1. "I reported this issue to Coursera last Thursday; to the company’s credit, in less than a day ..."

2. "I reported the issue to Coursera on Sunday, and I have not yet received a response."

3. "I notified Coursera of this issue last Thursday."

Kind of, but not very responsibly.

How would you define responsibly in this case? Isn't a week enough time?
There are norms for this type of thing. Normally a few weeks is the minimum that people are expected to give.

At worst they don't fix it in a timely manner. And at that point giving them a heads up that you're about to publish. Then you can publish the bug, the timeline and communications, which should serve as a ref flag to their users, government regulators and the community.

However, you need to bear in mind publishing before they fix the issue puts existing users at risk by publicizing a flaw that can be leveraged by bad guys. You need to weigh this against any slowness to fix the issue (99.99% of companies will fix the issue). Protecting users can be a tricky line to walk in this scenario.

Also, Security fixes might seem simple from the outside, but there might be hidden complexity or dependancies that you don't see. Or worse your report is only the tip of the ice berg and there is a much larger issue that they will have to tackle all at once (and the company won't share these related issues in order to protect their users and reputation).

Giving them the extra time will achieve the goal of getting the bug fixed and protecting users. If you suspect the bug is actively being exploited you can always email them and share your concern/frustration with the timeline.

My core advice is try your best to communicate with the company and inform them of your thoughts and concerns.
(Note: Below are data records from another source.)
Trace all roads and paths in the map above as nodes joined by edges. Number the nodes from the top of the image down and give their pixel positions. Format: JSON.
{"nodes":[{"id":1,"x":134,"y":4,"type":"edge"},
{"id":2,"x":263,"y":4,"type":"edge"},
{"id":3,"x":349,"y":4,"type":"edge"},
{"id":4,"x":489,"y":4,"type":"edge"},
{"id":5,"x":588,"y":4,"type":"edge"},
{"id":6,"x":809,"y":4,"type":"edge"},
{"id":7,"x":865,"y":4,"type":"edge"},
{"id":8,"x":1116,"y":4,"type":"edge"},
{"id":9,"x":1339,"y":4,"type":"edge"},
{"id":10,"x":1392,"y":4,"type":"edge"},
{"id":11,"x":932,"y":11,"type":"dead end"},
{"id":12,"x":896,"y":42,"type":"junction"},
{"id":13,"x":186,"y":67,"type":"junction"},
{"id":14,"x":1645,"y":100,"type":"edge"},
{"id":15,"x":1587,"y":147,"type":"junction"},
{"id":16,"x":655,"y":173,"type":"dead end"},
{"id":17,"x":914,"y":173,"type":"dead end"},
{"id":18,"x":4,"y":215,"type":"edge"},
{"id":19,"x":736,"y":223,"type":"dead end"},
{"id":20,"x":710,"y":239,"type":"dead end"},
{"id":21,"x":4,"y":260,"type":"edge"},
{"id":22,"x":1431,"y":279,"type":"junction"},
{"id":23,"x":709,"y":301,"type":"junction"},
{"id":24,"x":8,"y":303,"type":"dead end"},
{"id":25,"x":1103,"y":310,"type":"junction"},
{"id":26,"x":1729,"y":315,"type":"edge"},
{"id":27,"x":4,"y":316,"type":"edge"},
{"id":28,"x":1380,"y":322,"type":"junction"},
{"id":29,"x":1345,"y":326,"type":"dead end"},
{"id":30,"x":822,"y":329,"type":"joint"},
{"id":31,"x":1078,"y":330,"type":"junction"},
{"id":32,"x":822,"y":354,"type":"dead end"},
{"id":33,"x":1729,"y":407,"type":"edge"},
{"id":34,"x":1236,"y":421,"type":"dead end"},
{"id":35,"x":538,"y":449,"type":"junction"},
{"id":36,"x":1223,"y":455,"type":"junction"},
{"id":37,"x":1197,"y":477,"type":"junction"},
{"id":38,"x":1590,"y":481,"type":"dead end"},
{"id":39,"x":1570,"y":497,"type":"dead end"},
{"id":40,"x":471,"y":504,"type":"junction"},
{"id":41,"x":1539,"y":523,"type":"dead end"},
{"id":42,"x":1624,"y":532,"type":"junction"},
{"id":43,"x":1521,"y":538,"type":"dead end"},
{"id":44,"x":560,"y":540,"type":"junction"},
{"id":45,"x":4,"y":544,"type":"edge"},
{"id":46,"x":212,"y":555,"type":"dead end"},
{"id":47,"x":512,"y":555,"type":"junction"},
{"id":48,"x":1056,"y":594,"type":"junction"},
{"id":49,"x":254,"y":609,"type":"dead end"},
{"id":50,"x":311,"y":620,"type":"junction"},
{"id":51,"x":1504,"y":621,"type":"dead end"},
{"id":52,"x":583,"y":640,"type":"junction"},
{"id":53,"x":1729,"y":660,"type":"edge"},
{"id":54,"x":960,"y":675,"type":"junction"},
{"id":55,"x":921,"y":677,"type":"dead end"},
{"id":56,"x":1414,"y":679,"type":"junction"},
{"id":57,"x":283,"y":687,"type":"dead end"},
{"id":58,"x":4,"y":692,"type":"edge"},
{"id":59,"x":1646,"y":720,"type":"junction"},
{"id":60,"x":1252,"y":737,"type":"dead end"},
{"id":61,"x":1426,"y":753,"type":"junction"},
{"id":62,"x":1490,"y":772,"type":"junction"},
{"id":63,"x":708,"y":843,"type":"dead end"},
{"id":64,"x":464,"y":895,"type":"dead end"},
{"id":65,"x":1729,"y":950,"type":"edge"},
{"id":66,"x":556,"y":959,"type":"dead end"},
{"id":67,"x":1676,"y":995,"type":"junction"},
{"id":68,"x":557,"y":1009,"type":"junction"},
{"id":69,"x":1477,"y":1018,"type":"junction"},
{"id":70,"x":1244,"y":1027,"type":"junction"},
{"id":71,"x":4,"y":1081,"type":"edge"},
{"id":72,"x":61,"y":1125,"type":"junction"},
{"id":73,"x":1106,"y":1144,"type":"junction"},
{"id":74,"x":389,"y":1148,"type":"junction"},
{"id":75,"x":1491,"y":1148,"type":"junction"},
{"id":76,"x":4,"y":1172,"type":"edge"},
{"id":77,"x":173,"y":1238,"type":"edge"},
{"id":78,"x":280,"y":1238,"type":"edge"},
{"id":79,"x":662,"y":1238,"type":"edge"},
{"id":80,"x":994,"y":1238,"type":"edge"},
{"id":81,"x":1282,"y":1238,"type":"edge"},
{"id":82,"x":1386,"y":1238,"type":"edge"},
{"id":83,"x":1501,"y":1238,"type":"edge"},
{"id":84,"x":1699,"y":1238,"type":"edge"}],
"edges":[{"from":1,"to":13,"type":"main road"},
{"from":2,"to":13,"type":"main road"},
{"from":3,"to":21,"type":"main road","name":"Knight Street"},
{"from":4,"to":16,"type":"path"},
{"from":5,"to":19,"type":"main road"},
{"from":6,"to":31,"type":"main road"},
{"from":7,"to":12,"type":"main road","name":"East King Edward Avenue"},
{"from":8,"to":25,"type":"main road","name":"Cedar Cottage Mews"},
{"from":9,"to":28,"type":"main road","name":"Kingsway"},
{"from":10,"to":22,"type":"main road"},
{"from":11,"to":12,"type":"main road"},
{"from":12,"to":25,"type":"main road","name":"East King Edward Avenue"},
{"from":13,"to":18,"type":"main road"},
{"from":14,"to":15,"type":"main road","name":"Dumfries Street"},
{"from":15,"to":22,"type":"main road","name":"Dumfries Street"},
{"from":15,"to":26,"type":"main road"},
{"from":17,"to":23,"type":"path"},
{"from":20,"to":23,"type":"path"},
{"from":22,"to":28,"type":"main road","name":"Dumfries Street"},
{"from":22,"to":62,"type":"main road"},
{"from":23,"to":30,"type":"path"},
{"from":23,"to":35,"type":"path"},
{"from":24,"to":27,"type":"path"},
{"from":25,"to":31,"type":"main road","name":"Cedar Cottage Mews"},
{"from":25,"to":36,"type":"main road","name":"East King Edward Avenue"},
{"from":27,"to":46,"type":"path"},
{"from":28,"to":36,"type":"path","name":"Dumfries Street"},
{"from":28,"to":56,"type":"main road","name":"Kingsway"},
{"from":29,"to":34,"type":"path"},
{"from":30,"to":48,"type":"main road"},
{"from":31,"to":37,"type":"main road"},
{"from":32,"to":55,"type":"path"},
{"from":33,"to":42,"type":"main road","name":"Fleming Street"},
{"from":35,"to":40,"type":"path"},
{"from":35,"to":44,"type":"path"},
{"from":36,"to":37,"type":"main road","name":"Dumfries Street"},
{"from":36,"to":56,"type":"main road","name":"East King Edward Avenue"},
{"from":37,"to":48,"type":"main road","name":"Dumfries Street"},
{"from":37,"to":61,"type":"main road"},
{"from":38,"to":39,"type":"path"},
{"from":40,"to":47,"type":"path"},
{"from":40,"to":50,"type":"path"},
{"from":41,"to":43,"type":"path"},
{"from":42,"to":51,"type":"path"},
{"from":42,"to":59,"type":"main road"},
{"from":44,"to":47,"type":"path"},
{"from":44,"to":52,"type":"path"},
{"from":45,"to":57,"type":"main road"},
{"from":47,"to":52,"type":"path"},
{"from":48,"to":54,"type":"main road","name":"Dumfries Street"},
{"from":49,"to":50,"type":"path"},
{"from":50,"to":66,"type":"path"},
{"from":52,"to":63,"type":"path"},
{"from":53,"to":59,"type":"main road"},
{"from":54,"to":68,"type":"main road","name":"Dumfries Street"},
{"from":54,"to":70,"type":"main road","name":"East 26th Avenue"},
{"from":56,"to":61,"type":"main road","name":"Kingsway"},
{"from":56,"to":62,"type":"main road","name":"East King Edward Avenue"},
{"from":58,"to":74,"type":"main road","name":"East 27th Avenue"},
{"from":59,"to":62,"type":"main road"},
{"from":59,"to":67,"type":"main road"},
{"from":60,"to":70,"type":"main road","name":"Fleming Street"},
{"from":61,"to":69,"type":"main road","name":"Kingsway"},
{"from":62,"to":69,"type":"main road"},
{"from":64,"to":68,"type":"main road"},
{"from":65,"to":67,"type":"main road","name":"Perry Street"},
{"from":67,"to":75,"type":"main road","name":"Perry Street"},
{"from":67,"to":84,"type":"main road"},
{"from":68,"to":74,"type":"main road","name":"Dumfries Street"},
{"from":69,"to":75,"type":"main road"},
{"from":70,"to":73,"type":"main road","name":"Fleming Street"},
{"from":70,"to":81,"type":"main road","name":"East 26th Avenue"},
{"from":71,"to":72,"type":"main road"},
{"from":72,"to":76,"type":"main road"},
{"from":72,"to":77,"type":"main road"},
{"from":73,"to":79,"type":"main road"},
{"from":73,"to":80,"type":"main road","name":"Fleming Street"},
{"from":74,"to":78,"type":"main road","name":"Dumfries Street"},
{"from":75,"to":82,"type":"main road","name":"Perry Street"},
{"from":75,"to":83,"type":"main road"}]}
I think it's reasonable to expect a response or acknowledgement in a week, not necessarily a fix.
Totally agree. However, I feel the correct response in that situation is to criticize them when you publish, rather that publishing before the fix.
I think waiting for Coursera to resolve the issue isn't too much to ask. They seem cooperative, and it was a holiday weekend.
If there was irresponsibility in the disclosure, it was in waiting so long, presumably allowing many more people to sign up and become exposed to Coursera's negligence.
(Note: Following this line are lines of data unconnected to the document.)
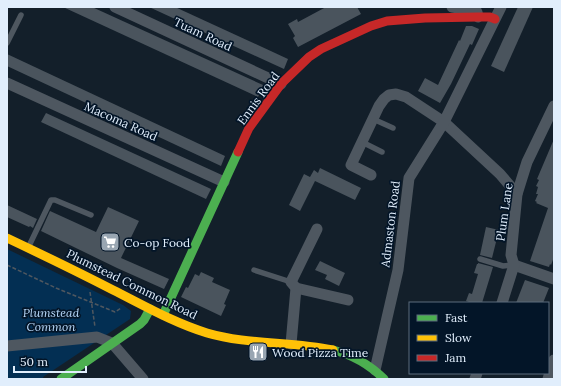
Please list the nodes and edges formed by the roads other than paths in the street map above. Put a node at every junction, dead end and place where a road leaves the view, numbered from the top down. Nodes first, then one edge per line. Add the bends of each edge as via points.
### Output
1 (115, 7) edge
2 (452, 7) edge
3 (501, 7) edge
4 (21, 15) dead end
5 (478, 17) junction
6 (495, 19) junction
7 (7, 43) edge
8 (7, 83) edge
9 (281, 84) junction
10 (553, 108) edge
11 (373, 119) junction
12 (444, 122) junction
13 (393, 128) dead end
14 (362, 142) junction
15 (382, 152) dead end
16 (371, 175) dead end
17 (224, 182) junction
18 (517, 194) junction
19 (91, 215) dead end
20 (317, 229) dead end
21 (7, 238) edge
22 (28, 248) junction
23 (480, 259) dead end
24 (514, 265) junction
25 (254, 270) dead end
26 (554, 279) edge
27 (293, 285) junction
28 (348, 300) dead end
29 (502, 302) edge
30 (150, 308) junction
31 (163, 315) junction
32 (112, 343) junction
33 (291, 344) junction
34 (7, 346) edge
35 (554, 360) edge
36 (375, 370) junction
37 (60, 379) edge
38 (143, 379) edge
39 (384, 379) edge
40 (548, 379) edge

1 - 9 street, Tuam Road
2 - 5 street via 471,10 476,12
3 - 6 street, Admaston Road
4 - 7 lane
5 - 6 street, Ennis Road
5 - 9 street, Ennis Road via 417,18 387,21 371,26 321,49
6 - 12 street, Admaston Road
8 - 17 street, Macoma Road
9 - 17 street, Ennis Road via 249,128
10 - 18 street, Plum Lane via 527,162
11 - 12 street via 384,99 396,94 406,97
11 - 13 lane
11 - 14 street
12 - 18 street via 500,174
12 - 36 street, Admaston Road via 409,178 398,270
14 - 15 lane
14 - 16 street via 350,165
17 - 31 street, Ennis Road
18 - 24 street, Plum Lane via 511,255
19 - 22 lane via 51,200
20 - 27 street
21 - 22 street, Plumstead Common Road
22 - 30 street, Plumstead Common Road
23 - 24 lane via 503,266
24 - 26 street
24 - 29 street, Plum Lane
25 - 27 lane
27 - 28 street
27 - 33 street
30 - 31 street, Plumstead Common Road
30 - 32 street via 140,324
31 - 33 street, Plumstead Common Road via 222,337
32 - 34 street via 97,337
32 - 37 street
32 - 38 street
33 - 36 street, Plumstead Common Road via 344,353
35 - 40 street
36 - 39 street, Plumstead Common Road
The cargo cult of "responsible disclosure" needs to die. Responsibility lies with us, the developers.

Well, yes and no. Ultimately yes -- Coursera should have been more diligent about considering the implications of their API endpoints.

On the other hand, telling the whole internet before they've addressed the items he told them about, and potentially opening them up to more scrutiny (likely less white-hat like) is not an especially helpful thing to do.

Coursera is a large, high-profile site. I am quite certain it did not take a law professor's blog post to bring black-hat scrutiny to it or any other site, server, or technology deployed on the public Internet.
It may or may not have. These holes have been present presumably since the launch of these APIs. However, the author has now made public specific vectors of attack. You may be right that hackers have already been aware of them. In either case, does making these publicly known benefit Coursera, or its users in any way? I can't think of how it could possibly help, but I can certainly see how it might hurt -- anyone who comes across that page now might feel the urge to further 'explore' these findings.
It's telling that your first concern is for Coursera (which deserves no concern at all) and only then its users.

There are definite benefits for Coursera's existing users -- at the very least, they now know it is vulnerable to cross-site attack and can be sure to log out before visiting other sites.

Another set of people clearly benefiting are those I've already alluded to, who now know not to sign up for Coursera.

I love how the security researcher, and not the website with the sloppy code, is at fault according to you. You live in a strange world, my friend.

Responsible disclosure doesn't really exist, bugs may be used anywhere, any time, and it's perilous to assume that there is a window of "safety" for fixing security bugs.

I love how all blame can be assigned to a single entity, and it's not possible for multiple entities to act irresponsibly. You live in a strange world, my friend.

Edit (since you added more):

> Responsible disclosure doesn't really exist, bugs may be used anywhere, any time, and it's perilous to assume that there is a window of "safety" for fixing security bugs.

It is true that you can't assume that there is a window of "safety" for fixing security bugs, but on the other hand, once an exploit is published widely, you know for certain that it's in the hands of everyone. Prior to that you can only speculate.

Now, I know that there is a dance between "give them time to patch it before you guarantee that everyone has their hands on the exploit" and "giving users full disclosure so that they can take their own steps to protect themselves." I don't really see how that works here though. Thinking about it:

1. Current users are just screwed. They can't protect themselves in any meaningful way. Their information is already in the system. [Note: they are a little less screwed without disclosure because there is at least a possibility that no one else has found the exploit yet]

2. New users know to wait to get on the site until after fixes are announced.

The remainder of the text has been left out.